Capter les mystères de la vie

Une installation d’Anri Sala intitulée Transfigured Moth associe une caisse claire accrochée à l’envers dans le vide, sur laquelle frappent des baguettes, le son étant retransmis par un haut parleur. L’œuvre I/E Eleusis de Tarek Atoui est elle aussi fondée sur la captation sonore. Elle diffuse les sons enregistrés à Elefsina, ville grecque aujourd’hui industrielle mais lieu des mystères des Eleusiens anciens. Ces sons collectés ont été arrangés par Tarek Atoui en une nouvelle narration de la ville, inspirée par la musique concrète. Comme ces deux installations, l’œuvre Cambrian Explosion Pierre Huyghe, qui donne à voir à travers les vitres d’un aquarium un écosystème marin vivant, traque dans la réalité les indices de vies microscopiques et mystérieuses.

Explorer les éléments jusqu’aux astres

La sculpture de Jean-Luc Moulène, Gnou, Paris-Bolzano, bloc de marbre blanc sobrement taillé, celles de Gabriel Orozco, Set of three Ringstones, morceaux de granite-diorite (pierre de rivière du Mexique) sculptés selon des formes arrondies et des motifs symboliques, ou encore la photographie Portrait of Duration — Series II (T0811) de Melik Ohanian explorent quant à elles l’enveloppe terrestre.

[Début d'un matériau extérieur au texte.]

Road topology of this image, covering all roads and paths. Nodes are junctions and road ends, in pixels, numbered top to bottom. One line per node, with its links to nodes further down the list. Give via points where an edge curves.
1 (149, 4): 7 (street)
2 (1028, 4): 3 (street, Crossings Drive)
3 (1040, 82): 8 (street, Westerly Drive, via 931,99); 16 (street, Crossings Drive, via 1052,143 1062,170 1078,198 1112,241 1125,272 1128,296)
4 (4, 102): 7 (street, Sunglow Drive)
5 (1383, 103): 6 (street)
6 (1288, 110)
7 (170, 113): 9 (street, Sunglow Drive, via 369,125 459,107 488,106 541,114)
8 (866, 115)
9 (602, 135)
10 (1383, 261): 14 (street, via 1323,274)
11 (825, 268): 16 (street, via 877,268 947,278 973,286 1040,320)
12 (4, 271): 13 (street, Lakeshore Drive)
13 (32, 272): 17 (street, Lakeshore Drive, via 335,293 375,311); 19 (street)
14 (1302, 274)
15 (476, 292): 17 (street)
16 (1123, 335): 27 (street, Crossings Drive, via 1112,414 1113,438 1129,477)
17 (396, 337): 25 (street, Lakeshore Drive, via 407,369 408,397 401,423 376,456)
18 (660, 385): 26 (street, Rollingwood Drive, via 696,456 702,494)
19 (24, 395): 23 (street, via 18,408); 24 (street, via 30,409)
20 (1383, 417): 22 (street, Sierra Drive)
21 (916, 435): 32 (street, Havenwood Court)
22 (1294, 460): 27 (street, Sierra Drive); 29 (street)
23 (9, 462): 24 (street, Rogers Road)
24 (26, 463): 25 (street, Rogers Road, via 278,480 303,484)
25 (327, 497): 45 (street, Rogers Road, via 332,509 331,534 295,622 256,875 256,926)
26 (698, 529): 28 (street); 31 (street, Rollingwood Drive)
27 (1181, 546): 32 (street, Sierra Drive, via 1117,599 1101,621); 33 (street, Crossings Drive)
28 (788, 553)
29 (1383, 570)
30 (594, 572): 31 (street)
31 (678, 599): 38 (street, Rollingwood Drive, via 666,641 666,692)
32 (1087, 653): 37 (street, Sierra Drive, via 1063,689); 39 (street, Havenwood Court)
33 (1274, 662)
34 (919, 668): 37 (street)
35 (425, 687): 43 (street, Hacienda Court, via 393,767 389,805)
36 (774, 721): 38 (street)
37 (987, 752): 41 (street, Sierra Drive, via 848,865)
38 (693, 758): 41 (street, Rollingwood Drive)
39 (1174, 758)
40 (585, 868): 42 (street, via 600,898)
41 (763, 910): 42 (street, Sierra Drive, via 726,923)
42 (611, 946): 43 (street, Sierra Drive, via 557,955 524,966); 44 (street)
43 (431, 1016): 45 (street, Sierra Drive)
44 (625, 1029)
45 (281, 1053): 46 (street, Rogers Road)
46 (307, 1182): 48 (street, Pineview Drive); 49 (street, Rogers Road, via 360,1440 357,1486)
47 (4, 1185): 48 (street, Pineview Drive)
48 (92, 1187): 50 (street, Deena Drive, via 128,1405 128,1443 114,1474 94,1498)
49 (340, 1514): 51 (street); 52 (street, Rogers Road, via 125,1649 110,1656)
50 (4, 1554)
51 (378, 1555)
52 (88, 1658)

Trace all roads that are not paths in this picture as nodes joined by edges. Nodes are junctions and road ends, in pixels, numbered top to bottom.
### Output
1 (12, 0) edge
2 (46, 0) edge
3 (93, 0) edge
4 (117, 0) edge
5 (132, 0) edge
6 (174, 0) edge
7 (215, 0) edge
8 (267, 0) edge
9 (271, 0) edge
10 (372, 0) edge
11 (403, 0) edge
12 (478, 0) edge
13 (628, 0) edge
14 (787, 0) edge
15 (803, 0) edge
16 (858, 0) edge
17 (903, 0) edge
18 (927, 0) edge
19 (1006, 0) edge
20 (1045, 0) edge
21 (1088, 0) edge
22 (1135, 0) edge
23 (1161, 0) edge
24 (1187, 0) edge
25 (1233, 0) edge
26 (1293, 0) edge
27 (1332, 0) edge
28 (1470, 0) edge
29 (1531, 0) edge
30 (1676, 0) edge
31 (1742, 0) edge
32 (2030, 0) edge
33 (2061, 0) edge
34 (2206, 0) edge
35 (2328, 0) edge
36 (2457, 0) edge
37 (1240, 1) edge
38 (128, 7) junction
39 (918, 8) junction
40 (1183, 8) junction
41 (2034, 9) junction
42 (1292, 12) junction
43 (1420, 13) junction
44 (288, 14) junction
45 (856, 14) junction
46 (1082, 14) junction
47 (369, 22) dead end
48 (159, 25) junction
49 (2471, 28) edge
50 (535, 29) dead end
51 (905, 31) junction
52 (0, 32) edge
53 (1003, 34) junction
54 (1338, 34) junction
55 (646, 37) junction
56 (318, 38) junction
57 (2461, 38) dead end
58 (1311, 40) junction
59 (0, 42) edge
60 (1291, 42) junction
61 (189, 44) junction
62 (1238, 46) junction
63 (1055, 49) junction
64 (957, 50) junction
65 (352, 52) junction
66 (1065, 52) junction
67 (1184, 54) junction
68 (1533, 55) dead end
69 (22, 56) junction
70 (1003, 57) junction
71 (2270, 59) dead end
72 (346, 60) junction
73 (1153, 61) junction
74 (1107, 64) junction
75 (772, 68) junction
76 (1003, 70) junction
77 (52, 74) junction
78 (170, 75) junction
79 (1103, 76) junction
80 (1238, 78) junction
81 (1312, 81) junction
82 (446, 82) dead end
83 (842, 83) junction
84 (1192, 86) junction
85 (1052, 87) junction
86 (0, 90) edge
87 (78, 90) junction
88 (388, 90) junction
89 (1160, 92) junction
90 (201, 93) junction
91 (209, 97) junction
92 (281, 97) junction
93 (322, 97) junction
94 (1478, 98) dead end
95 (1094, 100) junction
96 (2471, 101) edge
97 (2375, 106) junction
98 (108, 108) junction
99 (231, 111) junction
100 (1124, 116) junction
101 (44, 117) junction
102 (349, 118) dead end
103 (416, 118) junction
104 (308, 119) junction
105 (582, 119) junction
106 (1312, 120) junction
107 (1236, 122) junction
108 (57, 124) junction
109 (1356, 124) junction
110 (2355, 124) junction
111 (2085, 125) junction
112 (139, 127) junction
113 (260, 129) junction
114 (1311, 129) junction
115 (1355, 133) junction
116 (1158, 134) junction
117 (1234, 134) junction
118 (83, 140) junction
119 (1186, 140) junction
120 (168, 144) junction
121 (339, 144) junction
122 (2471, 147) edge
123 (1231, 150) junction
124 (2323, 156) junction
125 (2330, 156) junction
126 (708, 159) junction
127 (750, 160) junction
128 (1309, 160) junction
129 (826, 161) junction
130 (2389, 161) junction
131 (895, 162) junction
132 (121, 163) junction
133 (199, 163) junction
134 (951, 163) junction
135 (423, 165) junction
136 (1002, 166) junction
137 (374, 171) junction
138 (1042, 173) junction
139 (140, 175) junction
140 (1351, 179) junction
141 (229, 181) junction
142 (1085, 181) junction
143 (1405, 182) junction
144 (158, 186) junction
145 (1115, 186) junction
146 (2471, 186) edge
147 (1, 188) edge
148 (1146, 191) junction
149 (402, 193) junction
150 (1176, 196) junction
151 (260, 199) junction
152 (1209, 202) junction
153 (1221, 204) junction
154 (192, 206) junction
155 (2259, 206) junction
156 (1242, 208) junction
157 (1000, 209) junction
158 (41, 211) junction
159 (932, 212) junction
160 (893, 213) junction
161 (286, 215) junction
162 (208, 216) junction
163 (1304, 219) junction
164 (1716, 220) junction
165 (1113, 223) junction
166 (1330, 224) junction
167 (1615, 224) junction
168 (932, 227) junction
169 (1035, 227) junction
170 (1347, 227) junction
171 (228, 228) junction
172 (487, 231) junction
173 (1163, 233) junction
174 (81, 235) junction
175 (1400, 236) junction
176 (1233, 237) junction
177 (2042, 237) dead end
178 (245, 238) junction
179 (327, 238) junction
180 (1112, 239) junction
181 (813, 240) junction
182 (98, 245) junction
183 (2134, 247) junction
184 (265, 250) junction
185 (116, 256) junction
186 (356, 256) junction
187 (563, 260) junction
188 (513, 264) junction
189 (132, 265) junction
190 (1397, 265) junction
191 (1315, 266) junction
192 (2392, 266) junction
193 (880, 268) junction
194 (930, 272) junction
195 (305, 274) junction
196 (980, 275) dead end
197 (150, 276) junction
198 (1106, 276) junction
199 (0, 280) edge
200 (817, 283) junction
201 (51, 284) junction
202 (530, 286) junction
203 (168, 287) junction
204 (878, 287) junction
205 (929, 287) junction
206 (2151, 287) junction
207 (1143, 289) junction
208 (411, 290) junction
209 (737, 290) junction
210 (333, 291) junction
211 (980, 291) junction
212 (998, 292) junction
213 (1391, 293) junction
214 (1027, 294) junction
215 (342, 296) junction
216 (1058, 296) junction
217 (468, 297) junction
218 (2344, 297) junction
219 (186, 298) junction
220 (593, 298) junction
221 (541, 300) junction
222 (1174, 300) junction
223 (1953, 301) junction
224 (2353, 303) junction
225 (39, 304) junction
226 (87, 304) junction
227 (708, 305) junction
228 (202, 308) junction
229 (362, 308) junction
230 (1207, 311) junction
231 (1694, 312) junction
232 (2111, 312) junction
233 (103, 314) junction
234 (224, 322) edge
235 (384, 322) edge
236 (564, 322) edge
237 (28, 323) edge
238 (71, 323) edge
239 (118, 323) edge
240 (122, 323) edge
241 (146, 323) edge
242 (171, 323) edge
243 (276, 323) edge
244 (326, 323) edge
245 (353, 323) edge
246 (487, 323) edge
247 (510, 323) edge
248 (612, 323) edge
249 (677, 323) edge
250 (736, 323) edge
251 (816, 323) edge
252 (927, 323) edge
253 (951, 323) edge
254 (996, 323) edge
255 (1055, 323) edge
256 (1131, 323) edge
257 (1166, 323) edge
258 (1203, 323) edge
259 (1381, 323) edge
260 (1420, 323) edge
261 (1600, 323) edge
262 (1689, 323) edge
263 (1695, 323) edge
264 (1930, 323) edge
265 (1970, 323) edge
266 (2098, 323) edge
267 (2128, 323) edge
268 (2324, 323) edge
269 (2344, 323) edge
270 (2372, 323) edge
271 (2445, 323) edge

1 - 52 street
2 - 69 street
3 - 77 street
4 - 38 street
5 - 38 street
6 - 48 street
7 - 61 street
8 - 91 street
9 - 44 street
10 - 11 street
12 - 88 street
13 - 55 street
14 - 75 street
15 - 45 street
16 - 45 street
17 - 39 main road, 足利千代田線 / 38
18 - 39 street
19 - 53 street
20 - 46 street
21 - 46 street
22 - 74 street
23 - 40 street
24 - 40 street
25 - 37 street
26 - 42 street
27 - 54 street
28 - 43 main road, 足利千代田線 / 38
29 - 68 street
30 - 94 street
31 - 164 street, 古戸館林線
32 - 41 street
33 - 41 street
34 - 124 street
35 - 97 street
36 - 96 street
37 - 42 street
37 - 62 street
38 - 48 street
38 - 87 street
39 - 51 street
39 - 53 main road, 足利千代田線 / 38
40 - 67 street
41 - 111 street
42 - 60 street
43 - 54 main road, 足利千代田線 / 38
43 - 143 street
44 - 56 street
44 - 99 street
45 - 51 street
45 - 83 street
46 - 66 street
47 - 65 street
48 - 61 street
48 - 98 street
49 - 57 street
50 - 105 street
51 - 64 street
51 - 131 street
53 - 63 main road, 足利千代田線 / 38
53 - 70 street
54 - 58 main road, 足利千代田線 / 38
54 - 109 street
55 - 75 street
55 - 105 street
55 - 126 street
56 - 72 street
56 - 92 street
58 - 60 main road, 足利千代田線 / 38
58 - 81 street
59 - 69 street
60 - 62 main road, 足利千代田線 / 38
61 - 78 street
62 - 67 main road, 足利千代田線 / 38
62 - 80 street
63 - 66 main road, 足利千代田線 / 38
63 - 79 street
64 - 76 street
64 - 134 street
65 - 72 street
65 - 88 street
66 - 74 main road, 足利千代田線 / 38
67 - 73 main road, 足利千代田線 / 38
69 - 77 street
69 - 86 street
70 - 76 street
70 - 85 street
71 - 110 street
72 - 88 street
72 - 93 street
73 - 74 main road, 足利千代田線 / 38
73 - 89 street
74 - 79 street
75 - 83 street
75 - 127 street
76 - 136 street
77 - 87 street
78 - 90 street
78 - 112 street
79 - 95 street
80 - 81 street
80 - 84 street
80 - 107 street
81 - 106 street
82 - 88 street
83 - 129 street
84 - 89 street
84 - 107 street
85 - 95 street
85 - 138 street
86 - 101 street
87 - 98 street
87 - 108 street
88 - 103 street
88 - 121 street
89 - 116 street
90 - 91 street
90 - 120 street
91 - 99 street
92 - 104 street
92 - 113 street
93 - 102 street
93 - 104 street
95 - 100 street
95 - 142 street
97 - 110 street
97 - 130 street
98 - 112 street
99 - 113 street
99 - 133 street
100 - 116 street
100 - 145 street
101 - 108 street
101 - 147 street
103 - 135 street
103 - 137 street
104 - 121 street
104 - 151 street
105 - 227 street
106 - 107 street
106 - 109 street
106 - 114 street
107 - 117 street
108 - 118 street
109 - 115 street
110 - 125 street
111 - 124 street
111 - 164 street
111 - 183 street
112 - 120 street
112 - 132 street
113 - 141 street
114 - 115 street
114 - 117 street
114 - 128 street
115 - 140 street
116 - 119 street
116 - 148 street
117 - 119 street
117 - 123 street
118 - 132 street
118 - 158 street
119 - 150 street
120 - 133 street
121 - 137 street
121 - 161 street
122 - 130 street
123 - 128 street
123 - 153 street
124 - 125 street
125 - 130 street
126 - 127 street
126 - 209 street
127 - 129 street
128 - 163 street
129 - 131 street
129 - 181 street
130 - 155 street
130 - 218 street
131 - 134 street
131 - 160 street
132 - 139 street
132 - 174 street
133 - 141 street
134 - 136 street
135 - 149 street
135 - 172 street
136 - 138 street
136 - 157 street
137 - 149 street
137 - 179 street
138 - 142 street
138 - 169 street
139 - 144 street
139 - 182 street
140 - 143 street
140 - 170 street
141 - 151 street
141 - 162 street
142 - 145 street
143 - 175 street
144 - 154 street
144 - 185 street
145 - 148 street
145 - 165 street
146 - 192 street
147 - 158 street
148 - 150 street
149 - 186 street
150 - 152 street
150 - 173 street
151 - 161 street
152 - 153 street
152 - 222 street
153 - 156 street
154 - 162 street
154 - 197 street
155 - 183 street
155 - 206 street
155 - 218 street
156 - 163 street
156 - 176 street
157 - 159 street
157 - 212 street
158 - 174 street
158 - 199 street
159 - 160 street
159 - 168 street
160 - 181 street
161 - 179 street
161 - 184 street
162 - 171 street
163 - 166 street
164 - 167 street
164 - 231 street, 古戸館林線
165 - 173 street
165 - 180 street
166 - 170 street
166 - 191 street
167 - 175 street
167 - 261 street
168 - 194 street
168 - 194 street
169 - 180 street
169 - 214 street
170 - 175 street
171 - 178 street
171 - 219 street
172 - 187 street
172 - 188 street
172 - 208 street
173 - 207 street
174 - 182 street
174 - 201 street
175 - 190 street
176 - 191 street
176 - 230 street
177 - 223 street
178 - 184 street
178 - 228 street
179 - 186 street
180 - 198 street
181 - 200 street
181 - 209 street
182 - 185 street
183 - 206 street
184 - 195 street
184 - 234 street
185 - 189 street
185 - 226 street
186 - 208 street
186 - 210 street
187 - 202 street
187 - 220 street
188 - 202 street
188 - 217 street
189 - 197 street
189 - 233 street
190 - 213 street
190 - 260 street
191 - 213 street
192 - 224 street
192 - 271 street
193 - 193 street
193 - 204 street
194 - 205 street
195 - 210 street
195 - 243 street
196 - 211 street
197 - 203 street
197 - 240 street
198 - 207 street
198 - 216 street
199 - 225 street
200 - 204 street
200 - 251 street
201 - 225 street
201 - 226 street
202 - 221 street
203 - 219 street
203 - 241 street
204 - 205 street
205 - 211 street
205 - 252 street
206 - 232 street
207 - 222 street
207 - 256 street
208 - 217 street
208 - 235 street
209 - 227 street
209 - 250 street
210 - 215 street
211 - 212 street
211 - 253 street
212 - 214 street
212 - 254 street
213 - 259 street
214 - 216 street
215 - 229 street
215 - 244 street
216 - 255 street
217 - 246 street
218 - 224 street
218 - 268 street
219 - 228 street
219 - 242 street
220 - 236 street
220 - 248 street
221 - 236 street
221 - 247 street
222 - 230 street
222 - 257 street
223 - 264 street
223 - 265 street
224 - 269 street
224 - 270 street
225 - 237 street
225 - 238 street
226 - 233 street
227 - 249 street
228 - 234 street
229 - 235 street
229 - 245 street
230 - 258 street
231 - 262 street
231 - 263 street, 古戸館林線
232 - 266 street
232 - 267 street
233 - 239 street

L’exposition « Ether » explore les multiples transformations et récits qui ont nourri l’idée d’un cinquième élément à travers l’histoire. D’une nature forcément difficile à saisir, dénuée d’éléments terrestres, ce corps qui a donné naissance à d’innombrables théories, des plus farfelues eux plus scientifiques, ne peut être cerné que dans l’illusion d’un monde décalé où se côtoient les quatre éléments. C’est cet espace que déploient les œuvres. Reflet des différents éléments, elles parviennent finalement au domaine de l’intangible et abordent la lumière et les astres. Ainsi la photographie de la voûte céleste in flight astro, South America de Wolfgang Tillmans et la sculpture en terre cuite et émail de Wifredo Lam intitulée Poussière d’atomes.